Autor: 15 julio 2009

Ana Rodríguez Fischer

Pocos —o ninguno— de quienes lo hayan leído cuestionará que en el holandés Cees Nooteboom (La Haya, 1933) tenemos una impar expresión de la figura del escritor, viajero contemporáneo, tal vez solo igualada en originalidad e intensidad por las de los fallecidos Chatwin y Sebald. En Hotel Nómada (Siruela, 2002) —libro que reúne un conjunto de muy variados relatos de viaje por los confines del Sáhara, la tierra lunar de Malí, La Bolivia amarga o las pirámides del Sol y la Luna en Teotihuacán—, Nooteboom vincula el movimiento —viaje— con los requisitos necesarios para poder escribir, ya que el movimiento es condición de la calma:

Hace mucho tiempo, cuando aún no podía saber lo que sé ahora, opté por el movimiento, y más adelante, cuando ya sabía mucho más, comprendí que este movimiento me permitía encontrar la calma indispensable para escribir, que el movimiento y la calma, en cuanto unión de contrarios, se equilibran mutuamente, que el mundo –con toda su fuerza dramática y su absurda belleza y su asombrosa turbulencia de países, personas e historia– es un viajero él mismo en un universo que viaja sin cesar, un viajero de camino a nuevos viajes…

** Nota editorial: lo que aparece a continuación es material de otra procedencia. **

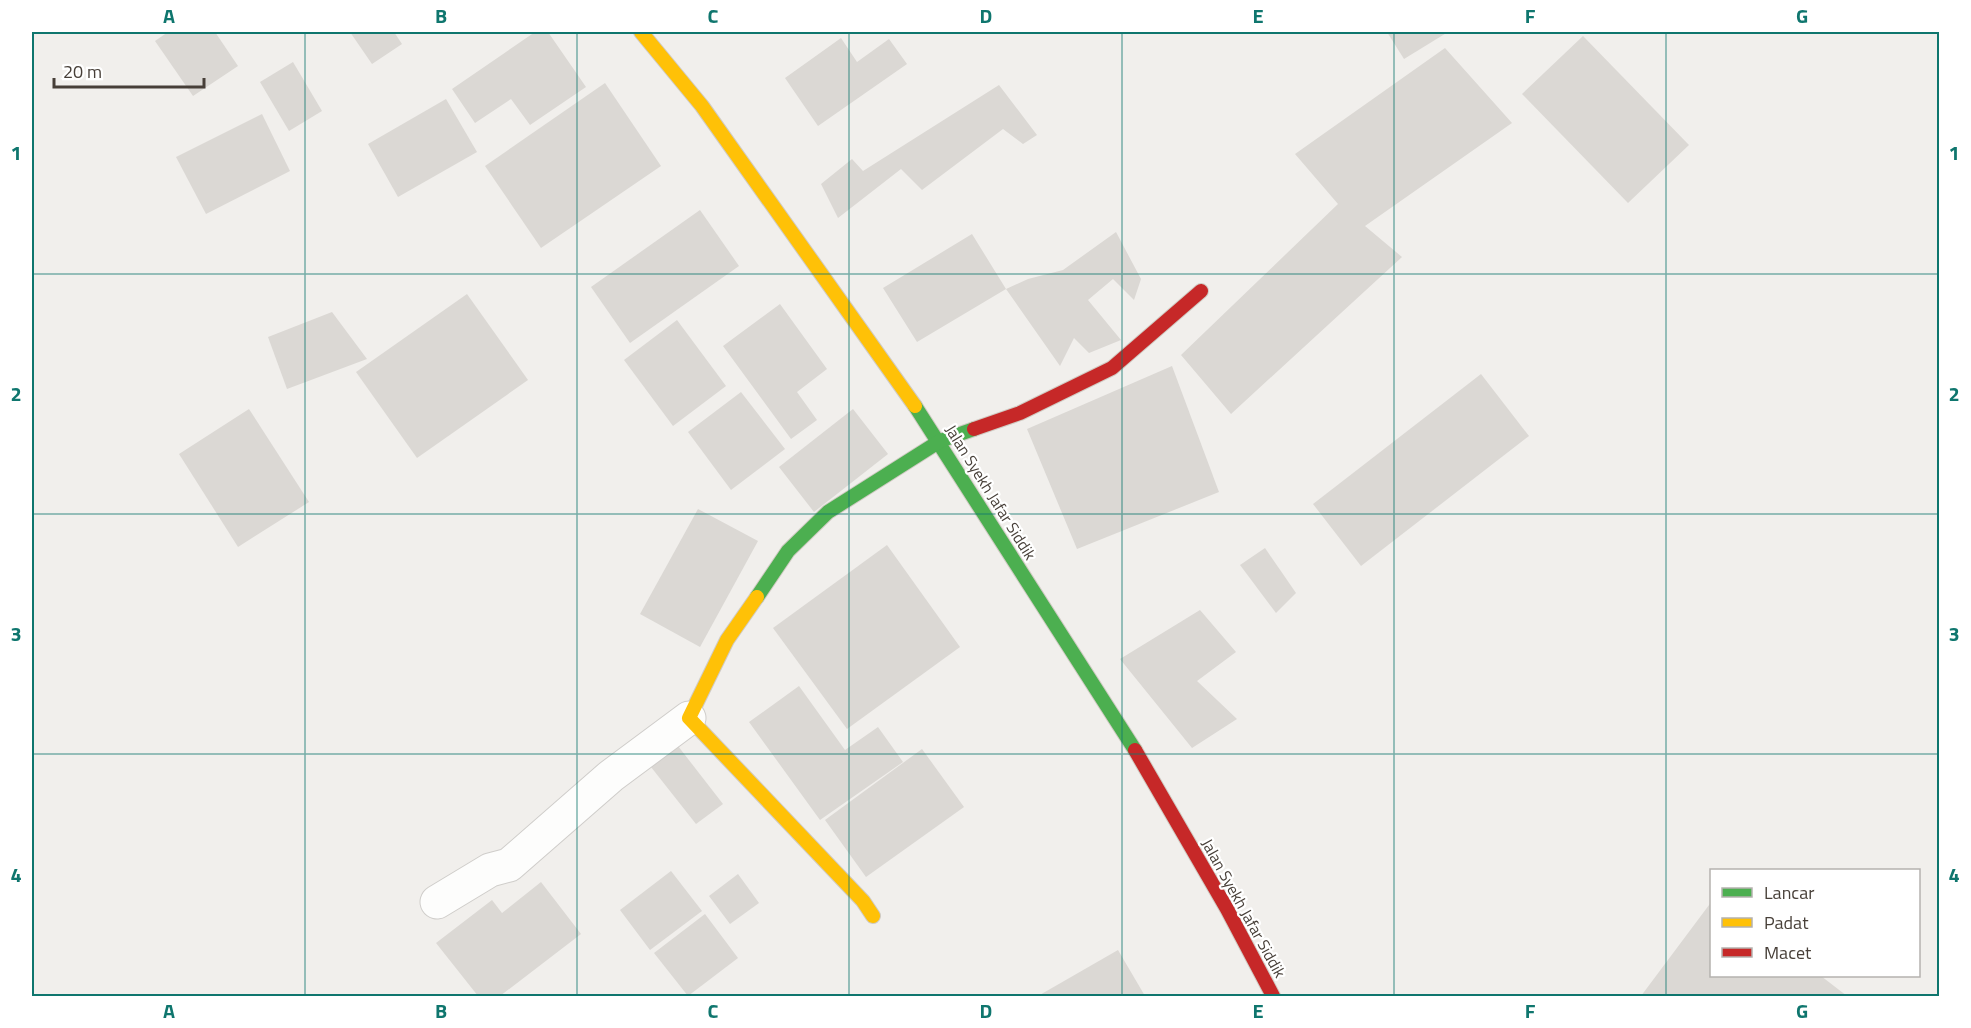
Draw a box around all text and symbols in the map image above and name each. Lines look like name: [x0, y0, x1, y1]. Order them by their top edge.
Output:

Ahora bien, es de El desvío a Santiago (Siruela, 1993) del libro que trataré hoy porque en él Nooteboom reúne veinticinco narraciones por tierras de España, de las cuales tres transcurren por Asturias: las tituladas «Quizá la paloma lo sepa», «¿Por qué la gente no va más allá de la costa este?» y «Hay siempre pasado, y no lo hay». Las recién citadas son de 1986, mientras que el resto de las narraciones van fechadas entre 1979 y 1992 y no se agrupan en el libro según una correlación temporal o cronológica, sino espacial. ¿Por qué? Pues porque Nooteboom entiende la vía —el camino— como desvío, «el laberinto eterno hecho por el propio viajero que siempre se deja tentar por un camino lateral, y por el camino lateral de ese camino lateral, por el misterio del nombre desconocido en el cartel indicador de la carretera, por la silueta del castillo en la lejanía hacia el que apenas se dirige un camino, por lo que tal vez podía ver detrás de la próxima colina o cumbre de montaña». El desvío, por consiguiente, como vía. Y el viaje como un desvío de desvíos porque los caminos se escinden como cuerda y los años se le van amontonando a un viajero que cada vez se halla más apartado de su meta, más y más enredado en «una España que cambiaba y en un paisaje que no cambiaba», según escribía al final de su periplo, cuando hacía el balance de un viaje que se le representaba como la suma de todos sus viajes por España y al que no vacilaba en calificar de «un peregrinaje o una meditación, pero con serpenteos, desvíos y cavilaciones» porque «son dos viajes los que hago, uno en mi coche y otro a través del pasado».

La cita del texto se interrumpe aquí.